Peter had a blond crew cut and he was a famous entertainment lawyer, but he had a body that could rival an underwear model’s. They were fixed up on a blind date, even though they’d met more than a dozen times at parties over the years. He asked her to meet him at his town house in the West Village, because he was too busy during the day to decide what restaurant he wanted to go to. After she rang the buzzer, he left her waiting on the street for 15 minutes. She didn’t mind, because the friend who fixed them up, a socialite type who had gone to college with Peter, kept emphasizing what a great old house he had on Parsonage Lane in Sagaponack.
After dinner, they went back to his town house, ostensibly because he had to walk his dog, Choo Choo. She spotted a photograph of him in his bathing suit on the beach tacked to the refrigerator door. He had stomach muscles that looked like the underside of a turtle. She decided to have sex with him that night.
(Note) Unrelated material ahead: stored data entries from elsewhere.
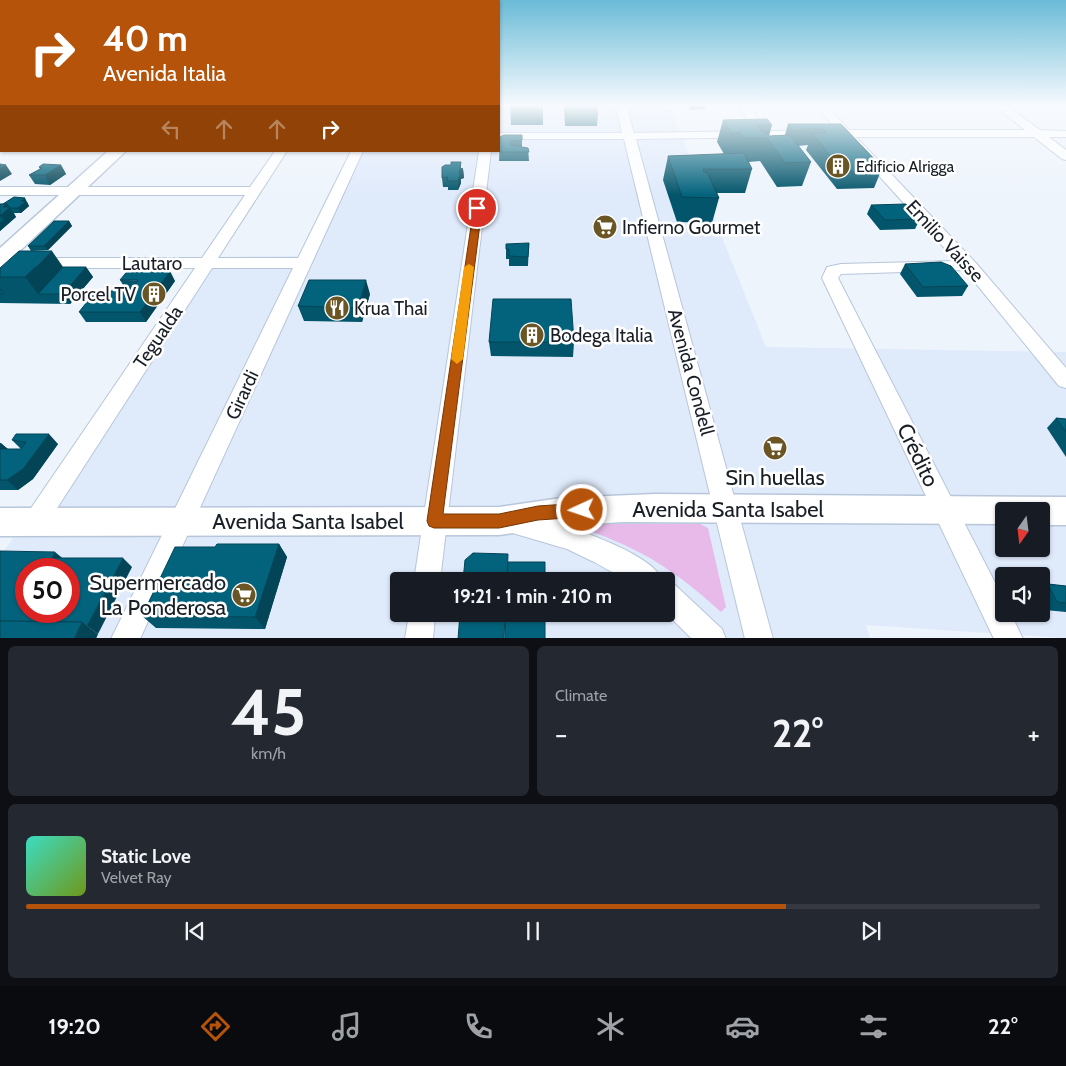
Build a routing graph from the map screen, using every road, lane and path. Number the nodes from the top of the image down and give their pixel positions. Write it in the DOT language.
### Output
graph roads {
  1 [pos="683,135"];
  2 [pos="847,135"];
  3 [pos="1038,135"];
  4 [pos="500,136"];
  5 [pos="629,136"];
  6 [pos="117,152"];
  7 [pos="280,152"];
  8 [pos="357,152"];
  9 [pos="485,152"];
  10 [pos="1066,156"];
  11 [pos="0,191"];
  12 [pos="254,191"];
  13 [pos="73,192"];
  14 [pos="0,261"];
  15 [pos="206,263"];
  16 [pos="304,263"];
  17 [pos="969,265"];
  18 [pos="1066,381"];
  19 [pos="726,508"];
  20 [pos="946,510"];
  21 [pos="1066,510"];
  22 [pos="434,521"];
  23 [pos="499,521"];
  24 [pos="0,522"];
  25 [pos="35,522"];
  26 [pos="182,522"];
  27 [pos="428,572"];
  28 [pos="635,572"];
  29 [pos="675,603"];
  30 [pos="421,622"];
  31 [pos="125,638"];
  32 [pos="419,638"];
  33 [pos="712,638"];
  34 [pos="759,638"];
  35 [pos="1009,638"];
  1 -- 5 [label="street"];
  2 -- 17 [label="street, Emilio Vaisse"];
  3 -- 10 [label="street"];
  4 -- 5 [label="street"];
  5 -- 19 [label="street, Avenida Condell"];
  6 -- 13 [label="main road"];
  7 -- 12 [label="street, Tegualda"];
  8 -- 16 [label="street, Girardi"];
  9 -- 22 [label="street"];
  11 -- 13 [label="street"];
  12 -- 13 [label="street"];
  12 -- 15 [label="street, Tegualda"];
  13 -- 14 [label="main road"];
  14 -- 15 [label="street, Lautaro"];
  15 -- 16 [label="street, Lautaro"];
  15 -- 25 [label="street, Tegualda"];
  16 -- 26 [label="street, Girardi"];
  17 -- 18 [label="street, Emilio Vaisse"];
  17 -- 20 [label="street, Crédito"];
  19 -- 20 [label="main road, Avenida Santa Isabel"];
  19 -- 23 [label="main road, Avenida Santa Isabel"];
  19 -- 34 [label="street, Avenida Condell"];
  20 -- 21 [label="main road, Avenida Santa Isabel"];
  20 -- 35 [label="street, Crédito"];
  22 -- 23 [label="main road, Avenida Santa Isabel"];
  22 -- 26 [label="main road, Avenida Santa Isabel"];
  22 -- 27 [label="street"];
  23 -- 28 [label="street"];
  24 -- 25 [label="main road, Avenida Santa Isabel"];
  25 -- 26 [label="main road, Avenida Santa Isabel"];
  26 -- 31 [label="street, Girardi"];
  29 -- 33 [label="street"];
  30 -- 32 [label="street"];
}
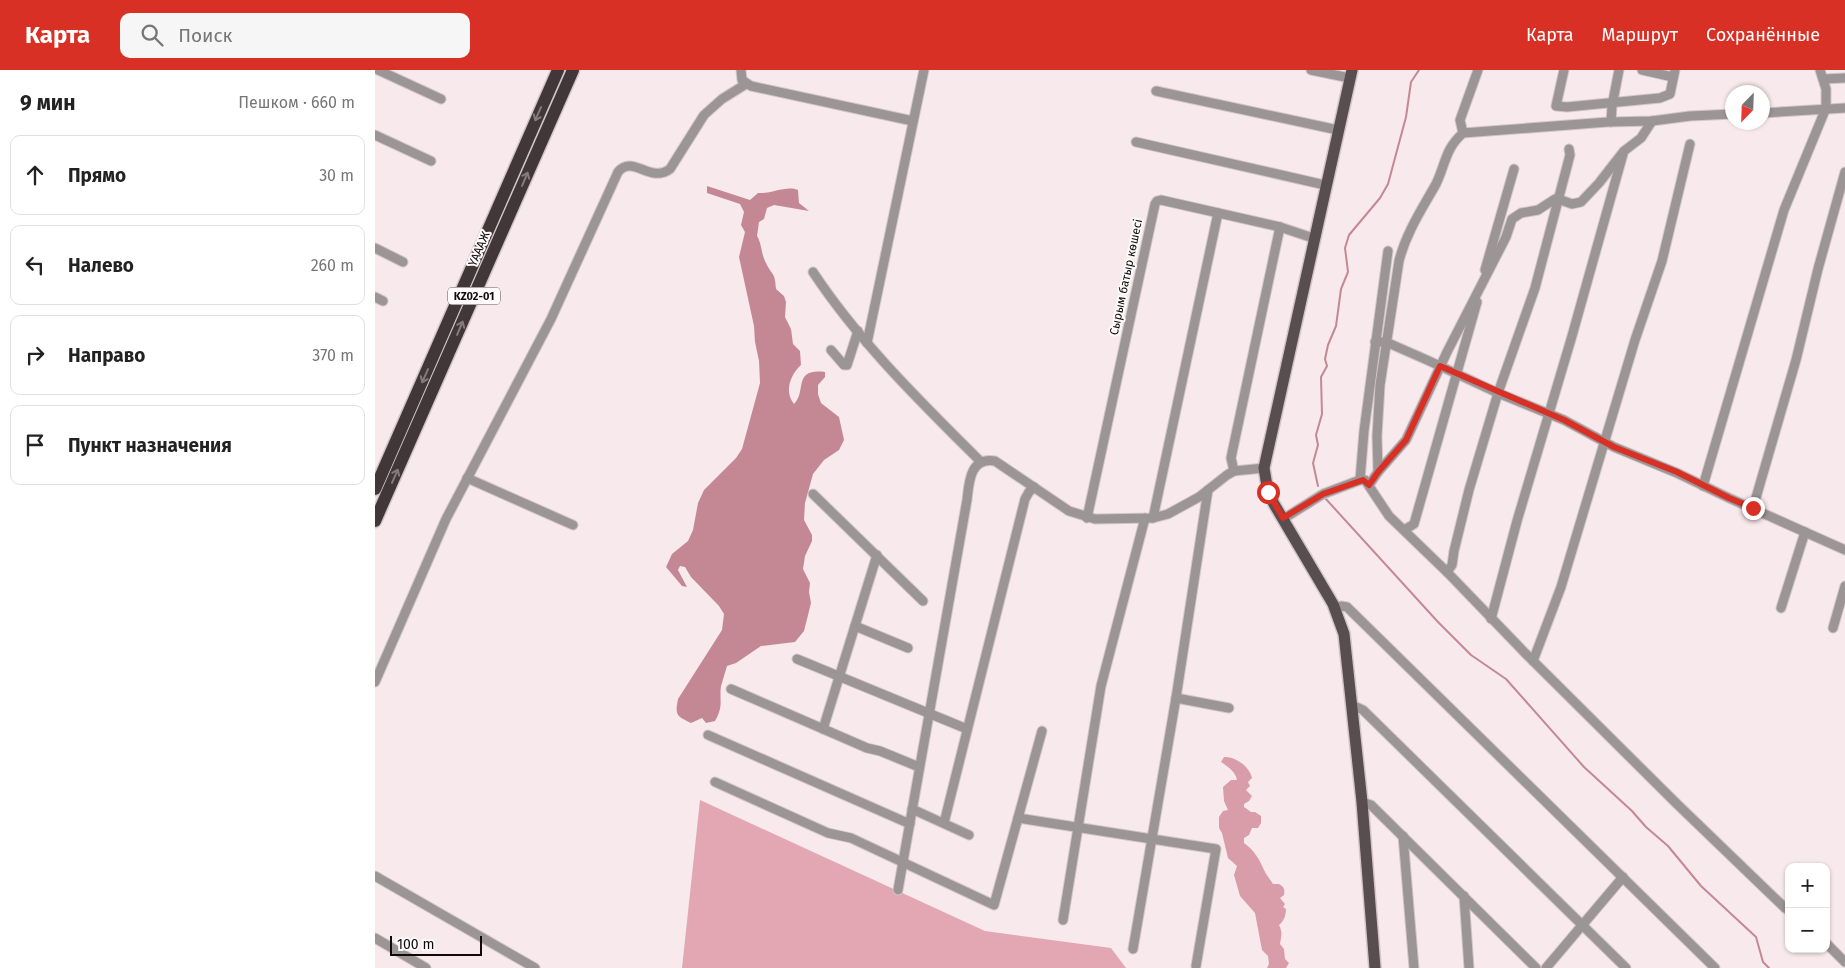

This was the Wednesday before Memorial Day, and the next morning, while he was noisily making cappuccino, he asked her if she wanted to come out to his house for the weekend. She had known he was going to ask her, even though the sex was among the worst she’d had (some awkward kissing, then he sat on the edge of the bed, put on a condom and stuck it in), but she was grateful that he had asked her so quickly.
“You’re a smart girl, you know,” he said, pouring cappuccino into two enameled cups. He was wearing white French boxer shorts with buttons in the front.
“I know,” she said.
“I mean, having sex with me last night.”
“Much better to get it out of the way.”
“Women don’t understand that guys like me don’t have time to chase them.” He drank off the foamy coffee, then carefully washed out his cup. “It’s a fucking bore. You should do all of your friends a favor and tell them to quit playing those stupid girl games. If a girl doesn’t put out by the second or third date, you know what I do?”
“No.”
He pointed his finger at her. “I never call her again. Fuck her.”
“No. That’s exactly what you don’t do. Fuck her,” Janey said.
He laughed. He came up to her and cupped one of her breasts.
“Maybe we’ll spend the summer together. Know what I mean?” he said. He was squeezing her breast.
“Ouch,” Janey said.
“Implants?” he said. “I like’em. I’ll call you.”
When he hadn’t called by Friday, she began to have doubts. Maybe he was totally full of shit. She called up Blaire, the sort-of socialite who had fixed them up. “I’m so glad you guys hit it off,” Blaire said.